The Interminability Of Gain And Loss

Consider that our phenomenal experience is always changing and therefore that anicca–meaning impermanence–may be true. Then we can come to some ordinary ways in which impermanence shows up for us.

In Buddhism, these are called the Eight Vicissitudes, and they are:

  • Pleasure and pain
  • Gain and loss
  • Praise and blame
  • Fame and disrepute

We might think that these are obvious, but your actual beliefs, desires, and behaviors belie this presumed understanding.

Take gain and loss. We might think:

  • “Once I get over this hurdle, then everything will be easy.”
  • “I just need my big break.”
  • “This startup will scale in no time.”
  • “Getting married shall make me abidingly happy.”

Or whatever. We set markers, milestones, or signs of success on the assumption that the latter will somehow put us past the period of being subject to experiencing a succession of gains and losses (or a streak of losses). But is that really so? Consult your own actual experience. Did everything become easy once you leaped over the last hurdle? Did your life forever change after you got the big break? Did scaling the startup transform your entire life? Did getting married, on its own, make you abidingly happy?

Of course not. Because the law of anicca holds even, or especially, in the face of your desires.

You might think that the only problem with this picture is the threat of loss, but that’s not true from a Buddhist point of view. It’s instead the attachment as much to gain as it is the aversion to loss–that is, it is the entire dynamic–that is causing suffering.

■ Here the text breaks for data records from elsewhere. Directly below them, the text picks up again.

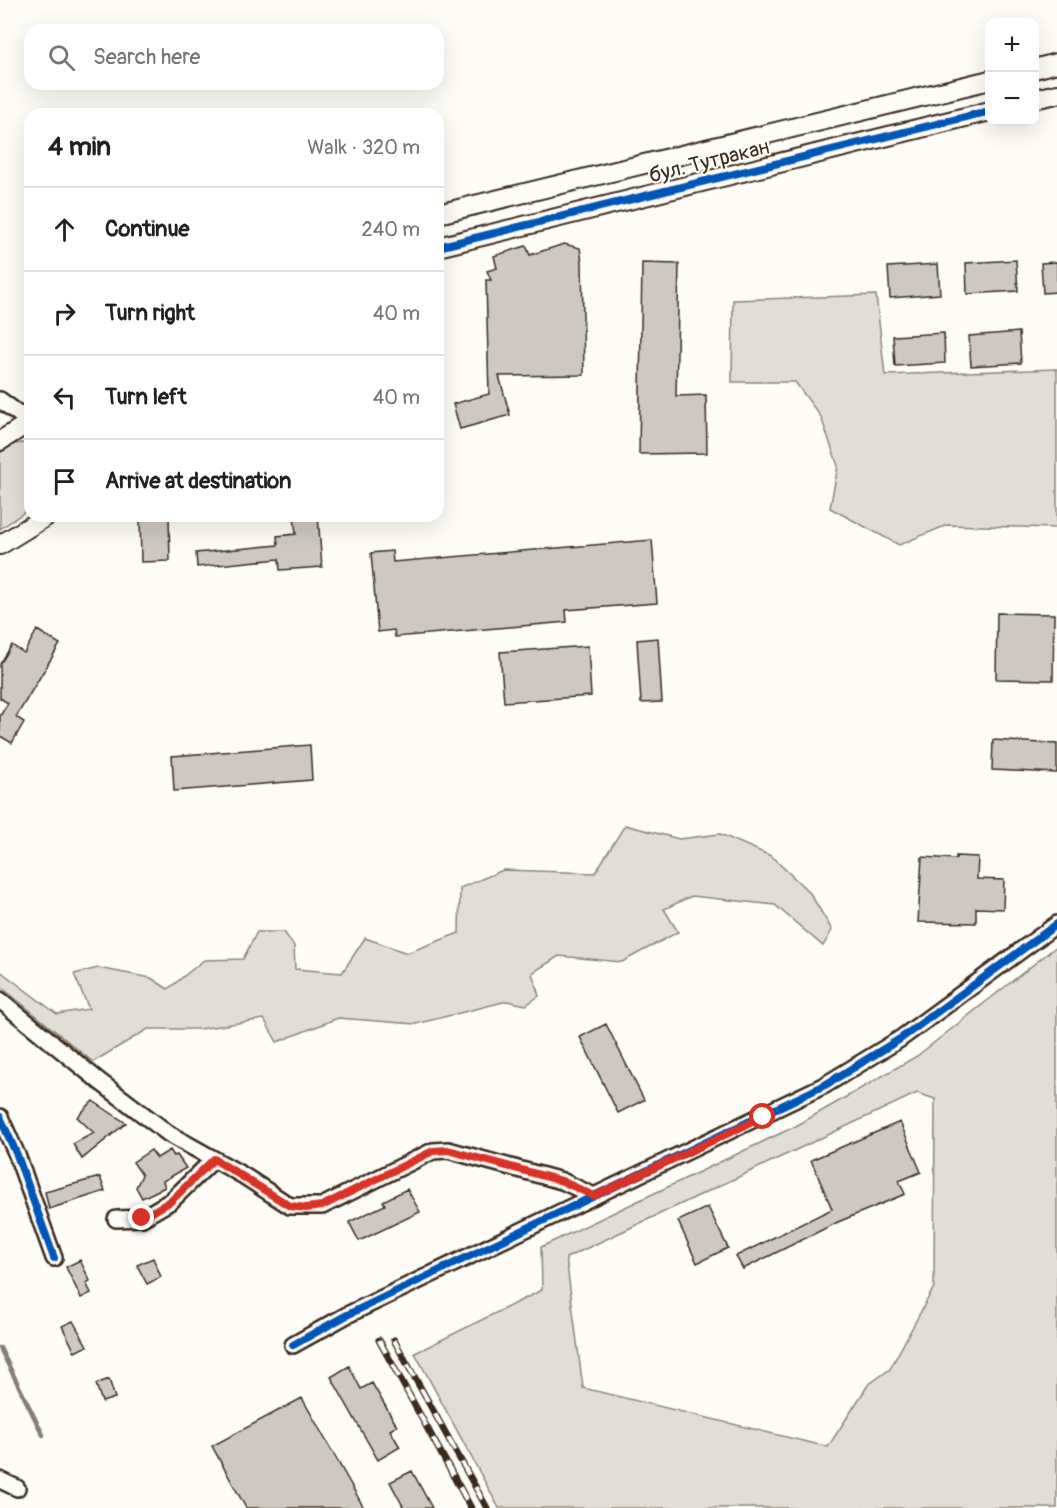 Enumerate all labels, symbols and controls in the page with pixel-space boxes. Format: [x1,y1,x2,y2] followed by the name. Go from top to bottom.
[985,18,1039,126] map controls
[985,18,1039,72] button: +
[24,24,444,90] search box
[45,41,78,74] icon: search
[93,43,200,71] text: Search here
[985,72,1039,126] button: −
[48,131,111,163] text: 4 min
[646,133,772,189] street label: бул. Тутракан
[307,135,420,160] text: Walk · 320 m
[48,213,81,246] icon: ahead
[105,215,189,243] text: Continue
[361,217,420,242] text: 240 m
[48,297,81,330] icon: right
[105,299,195,327] text: Turn right
[373,301,420,326] text: 40 m
[48,381,81,414] icon: left
[105,383,187,411] text: Turn left
[373,385,420,410] text: 40 m
[48,465,81,498] icon: arrive
[105,467,291,495] text: Arrive at destination
[749,1103,775,1129] route start
[128,1204,154,1230] route end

We can turn to Advaita now. If phenomenal experience is subject to impermanence and if certain common ways of getting caught are spelled out nicely in the Eight Vicissitudes, then it’s worth asking: who is the one contemplating the painful and the pleasant experiences, the experiences of gain as well as those of loss? Who is that one seeing it all, quietly observing without judgment and in abiding peace?